§ Problem details: For the data below, give again exactly the lines from the one containing "pinky pip: (439, 417)" through the one containing "thumb tip: (365, 483)", both ends included, and no others.

Task material START

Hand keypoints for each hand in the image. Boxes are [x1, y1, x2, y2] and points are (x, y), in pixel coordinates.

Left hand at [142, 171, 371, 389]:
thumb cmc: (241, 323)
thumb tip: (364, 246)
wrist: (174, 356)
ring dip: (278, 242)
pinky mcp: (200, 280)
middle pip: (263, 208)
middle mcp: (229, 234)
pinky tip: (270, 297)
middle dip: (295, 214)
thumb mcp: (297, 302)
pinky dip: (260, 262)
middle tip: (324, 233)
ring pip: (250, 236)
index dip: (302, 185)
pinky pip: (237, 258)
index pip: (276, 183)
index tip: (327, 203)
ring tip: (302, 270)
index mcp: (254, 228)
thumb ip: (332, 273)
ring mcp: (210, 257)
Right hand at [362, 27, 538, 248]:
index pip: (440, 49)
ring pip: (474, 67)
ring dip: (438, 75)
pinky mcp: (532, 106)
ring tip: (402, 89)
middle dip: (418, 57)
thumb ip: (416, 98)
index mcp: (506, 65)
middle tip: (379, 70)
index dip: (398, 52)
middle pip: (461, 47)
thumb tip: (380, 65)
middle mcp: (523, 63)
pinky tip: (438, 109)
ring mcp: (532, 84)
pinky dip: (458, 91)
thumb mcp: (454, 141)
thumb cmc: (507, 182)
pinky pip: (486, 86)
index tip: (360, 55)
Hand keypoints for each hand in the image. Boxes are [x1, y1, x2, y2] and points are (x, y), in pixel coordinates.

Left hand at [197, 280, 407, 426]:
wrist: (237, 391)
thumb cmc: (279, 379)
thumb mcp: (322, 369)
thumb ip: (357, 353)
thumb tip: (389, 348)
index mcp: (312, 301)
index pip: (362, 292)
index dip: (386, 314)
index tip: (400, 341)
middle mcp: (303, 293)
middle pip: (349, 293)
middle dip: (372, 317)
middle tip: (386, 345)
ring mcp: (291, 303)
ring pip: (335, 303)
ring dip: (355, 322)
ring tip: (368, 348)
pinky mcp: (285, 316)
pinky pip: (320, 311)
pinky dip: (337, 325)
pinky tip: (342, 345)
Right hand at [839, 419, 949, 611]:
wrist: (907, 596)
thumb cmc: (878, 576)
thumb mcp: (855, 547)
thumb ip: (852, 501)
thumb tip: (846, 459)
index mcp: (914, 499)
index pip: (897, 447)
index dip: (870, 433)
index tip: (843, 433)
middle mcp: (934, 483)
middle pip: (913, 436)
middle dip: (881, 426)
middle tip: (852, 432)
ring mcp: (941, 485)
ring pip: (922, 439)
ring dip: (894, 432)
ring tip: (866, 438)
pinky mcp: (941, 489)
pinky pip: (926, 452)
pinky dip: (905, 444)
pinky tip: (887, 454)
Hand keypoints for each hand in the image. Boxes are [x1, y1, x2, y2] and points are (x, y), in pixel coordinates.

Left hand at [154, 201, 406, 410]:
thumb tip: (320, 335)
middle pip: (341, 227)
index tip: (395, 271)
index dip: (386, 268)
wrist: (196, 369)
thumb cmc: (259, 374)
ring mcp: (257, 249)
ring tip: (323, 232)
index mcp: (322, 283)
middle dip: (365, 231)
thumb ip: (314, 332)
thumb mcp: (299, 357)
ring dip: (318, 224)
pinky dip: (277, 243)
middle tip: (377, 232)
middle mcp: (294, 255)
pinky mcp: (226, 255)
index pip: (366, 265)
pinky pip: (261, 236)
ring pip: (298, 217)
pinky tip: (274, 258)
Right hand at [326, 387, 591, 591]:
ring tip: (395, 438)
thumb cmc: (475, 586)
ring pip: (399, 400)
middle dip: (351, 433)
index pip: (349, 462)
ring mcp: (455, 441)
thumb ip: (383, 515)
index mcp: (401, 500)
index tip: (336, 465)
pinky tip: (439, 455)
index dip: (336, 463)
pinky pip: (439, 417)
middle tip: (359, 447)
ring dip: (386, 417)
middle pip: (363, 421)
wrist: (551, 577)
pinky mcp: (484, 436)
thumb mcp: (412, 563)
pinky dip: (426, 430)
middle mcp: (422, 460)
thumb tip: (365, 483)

Task material END
Task material START

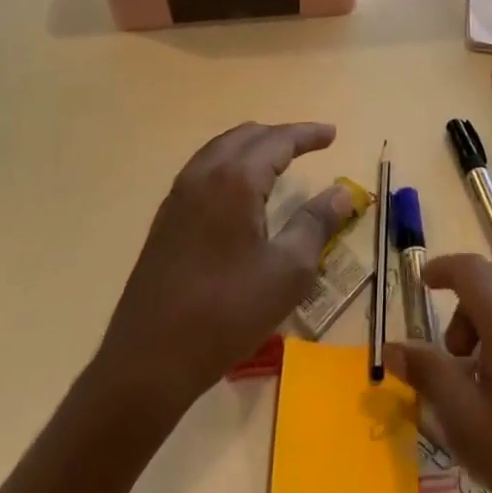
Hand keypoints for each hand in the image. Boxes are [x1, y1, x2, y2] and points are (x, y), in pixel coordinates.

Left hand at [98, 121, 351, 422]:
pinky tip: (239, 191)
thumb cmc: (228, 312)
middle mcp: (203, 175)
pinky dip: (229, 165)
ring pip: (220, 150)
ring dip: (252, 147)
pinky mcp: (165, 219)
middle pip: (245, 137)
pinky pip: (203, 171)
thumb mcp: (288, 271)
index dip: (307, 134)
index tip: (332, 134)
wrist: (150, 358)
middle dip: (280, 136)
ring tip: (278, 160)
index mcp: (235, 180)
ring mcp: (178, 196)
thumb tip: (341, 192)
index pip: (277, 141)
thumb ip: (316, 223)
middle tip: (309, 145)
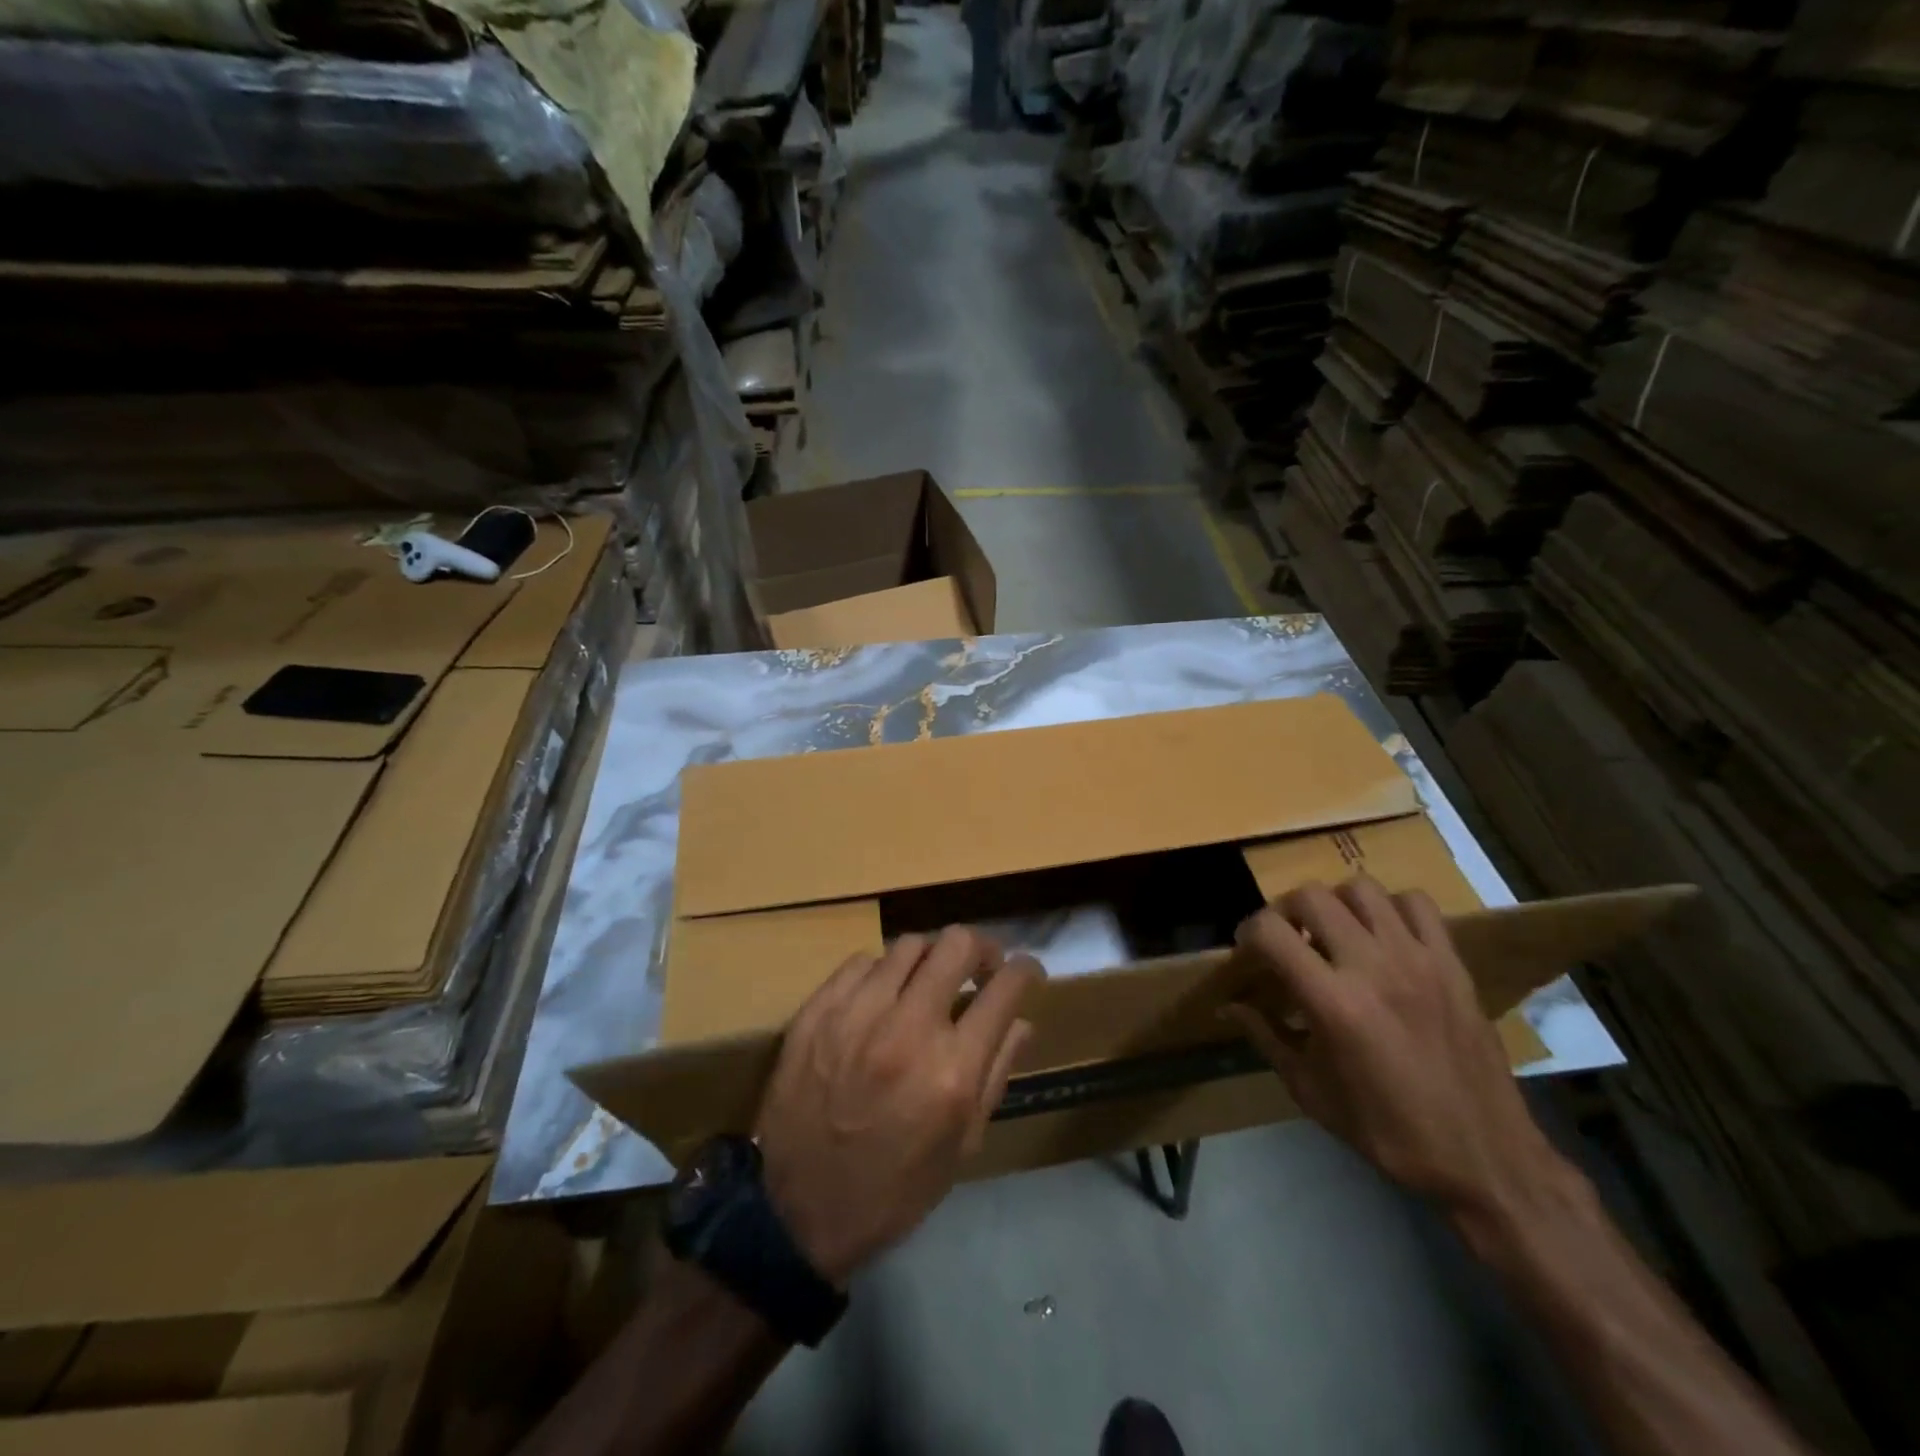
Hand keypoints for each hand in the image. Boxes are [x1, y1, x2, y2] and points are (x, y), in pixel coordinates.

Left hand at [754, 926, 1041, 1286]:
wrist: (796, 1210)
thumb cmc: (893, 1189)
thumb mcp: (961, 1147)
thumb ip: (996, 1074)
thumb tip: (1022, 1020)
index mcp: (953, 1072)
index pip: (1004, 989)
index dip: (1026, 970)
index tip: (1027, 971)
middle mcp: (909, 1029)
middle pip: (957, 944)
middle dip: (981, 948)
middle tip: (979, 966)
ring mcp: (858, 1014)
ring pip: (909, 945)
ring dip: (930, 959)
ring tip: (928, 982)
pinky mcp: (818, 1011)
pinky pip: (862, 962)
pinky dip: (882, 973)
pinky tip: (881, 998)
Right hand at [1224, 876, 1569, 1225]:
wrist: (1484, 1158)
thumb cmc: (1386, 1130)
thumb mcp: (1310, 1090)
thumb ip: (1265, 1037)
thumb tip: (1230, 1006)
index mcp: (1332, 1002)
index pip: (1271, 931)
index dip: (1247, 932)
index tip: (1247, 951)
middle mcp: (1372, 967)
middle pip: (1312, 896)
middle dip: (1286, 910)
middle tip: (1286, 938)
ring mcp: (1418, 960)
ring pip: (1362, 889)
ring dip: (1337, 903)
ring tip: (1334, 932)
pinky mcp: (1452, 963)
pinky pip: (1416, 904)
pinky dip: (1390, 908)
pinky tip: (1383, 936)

Task material END

§ Result for this exercise:
pinky pip: (439, 417)
middle tip: (359, 447)
ring dip: (386, 417)
middle pip: (363, 421)
wrist: (551, 577)
pinky mcp: (484, 436)
thumb mcp: (412, 563)
pinky dip: (426, 430)
middle mcp: (422, 460)
thumb tip: (365, 483)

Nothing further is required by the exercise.